* **What you have to do**: Omit the pictures, but give back every entry below exactly as written.
### Source records ###
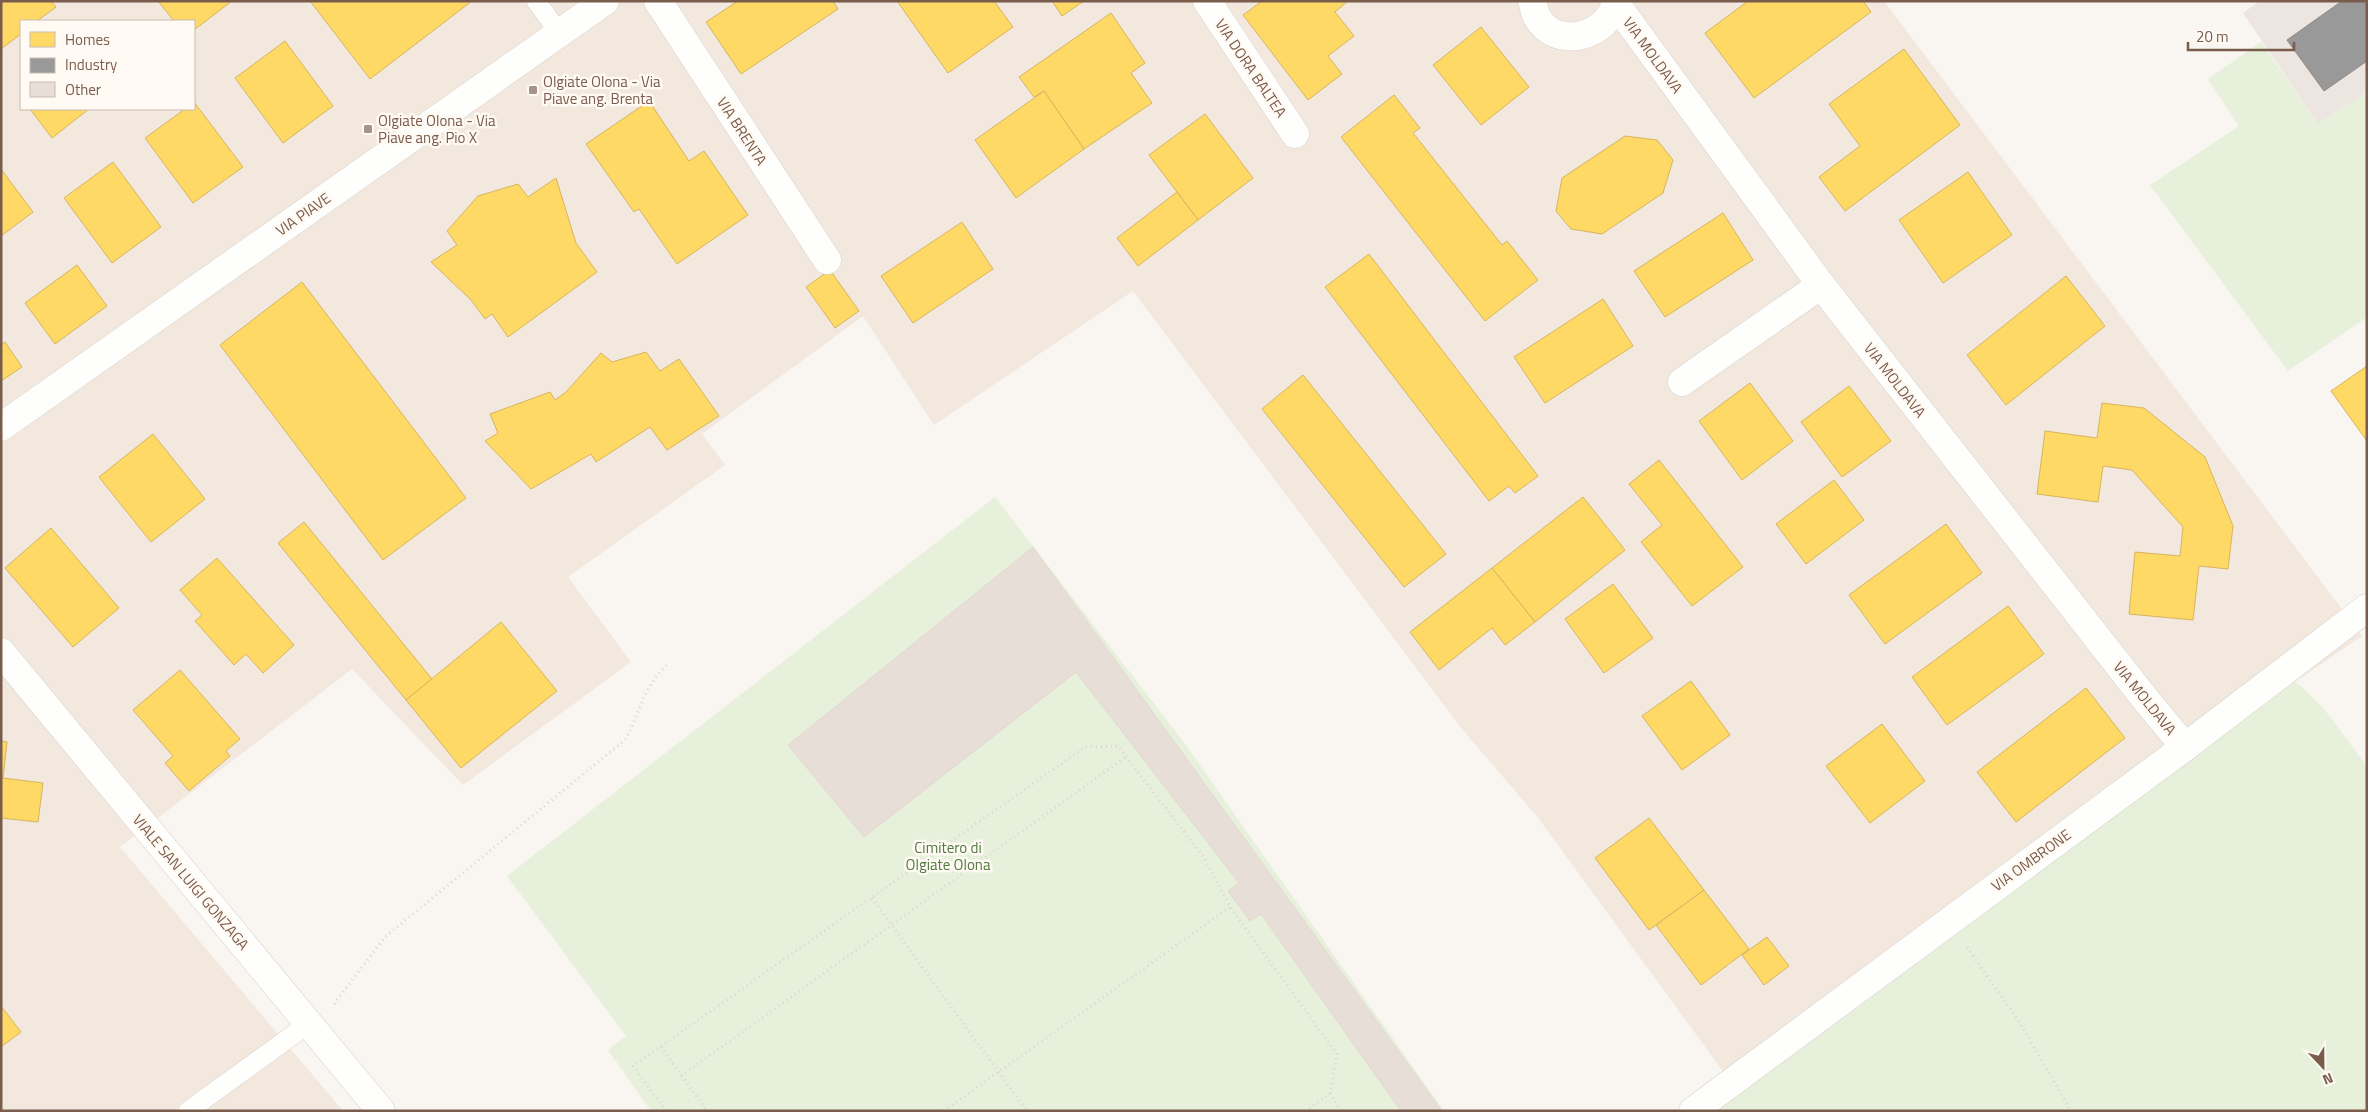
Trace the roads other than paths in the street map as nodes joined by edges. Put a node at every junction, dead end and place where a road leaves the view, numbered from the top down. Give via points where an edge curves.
1 (536, 1) edge
2 (605, 1) edge
3 (658, 1) edge
4 (1207, 1) edge
5 (1532, 1) edge
6 (1616, 3) edge
7 (560, 34) junction
8 (1295, 134) dead end
9 (827, 260) dead end
10 (1821, 286) junction
11 (1682, 382) dead end
12 (1, 427) edge
13 (2367, 608) edge
14 (1, 652) edge
15 (2185, 747) junction
16 (308, 1024) junction
17 (188, 1111) edge
18 (381, 1111) edge
19 (1694, 1111) edge

1 - 7 lane
2 - 7 street, VIA PIAVE
3 - 9 street, VIA BRENTA
4 - 8 street, VIA DORA BALTEA
5 - 6 street, VIA MOLDAVA via 1537,16 1547,28 1566,36 1581,36 1603,25
6 - 10 street, VIA MOLDAVA
7 - 12 street, VIA PIAVE
10 - 11 street
10 - 15 street, VIA MOLDAVA
13 - 15 street, VIA OMBRONE
14 - 16 street, VIALE SAN LUIGI GONZAGA
15 - 19 street, VIA OMBRONE
16 - 17 lane
16 - 18 street, VIALE SAN LUIGI GONZAGA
###
* **Answer for this exercise**:
Trace the roads other than paths in the street map as nodes joined by edges. Put a node at every junction, dead end and place where a road leaves the view, numbered from the top down. Give via points where an edge curves.
1 (536, 1) edge
2 (605, 1) edge
3 (658, 1) edge
4 (1207, 1) edge
5 (1532, 1) edge
6 (1616, 3) edge
7 (560, 34) junction
8 (1295, 134) dead end
9 (827, 260) dead end
10 (1821, 286) junction
11 (1682, 382) dead end
12 (1, 427) edge
13 (2367, 608) edge
14 (1, 652) edge
15 (2185, 747) junction
16 (308, 1024) junction
17 (188, 1111) edge
18 (381, 1111) edge
19 (1694, 1111) edge

1 - 7 lane
2 - 7 street, VIA PIAVE
3 - 9 street, VIA BRENTA
4 - 8 street, VIA DORA BALTEA
5 - 6 street, VIA MOLDAVA via 1537,16 1547,28 1566,36 1581,36 1603,25
6 - 10 street, VIA MOLDAVA
7 - 12 street, VIA PIAVE
10 - 11 street
10 - 15 street, VIA MOLDAVA
13 - 15 street, VIA OMBRONE
14 - 16 street, VIALE SAN LUIGI GONZAGA
15 - 19 street, VIA OMBRONE
16 - 17 lane
16 - 18 street, VIALE SAN LUIGI GONZAGA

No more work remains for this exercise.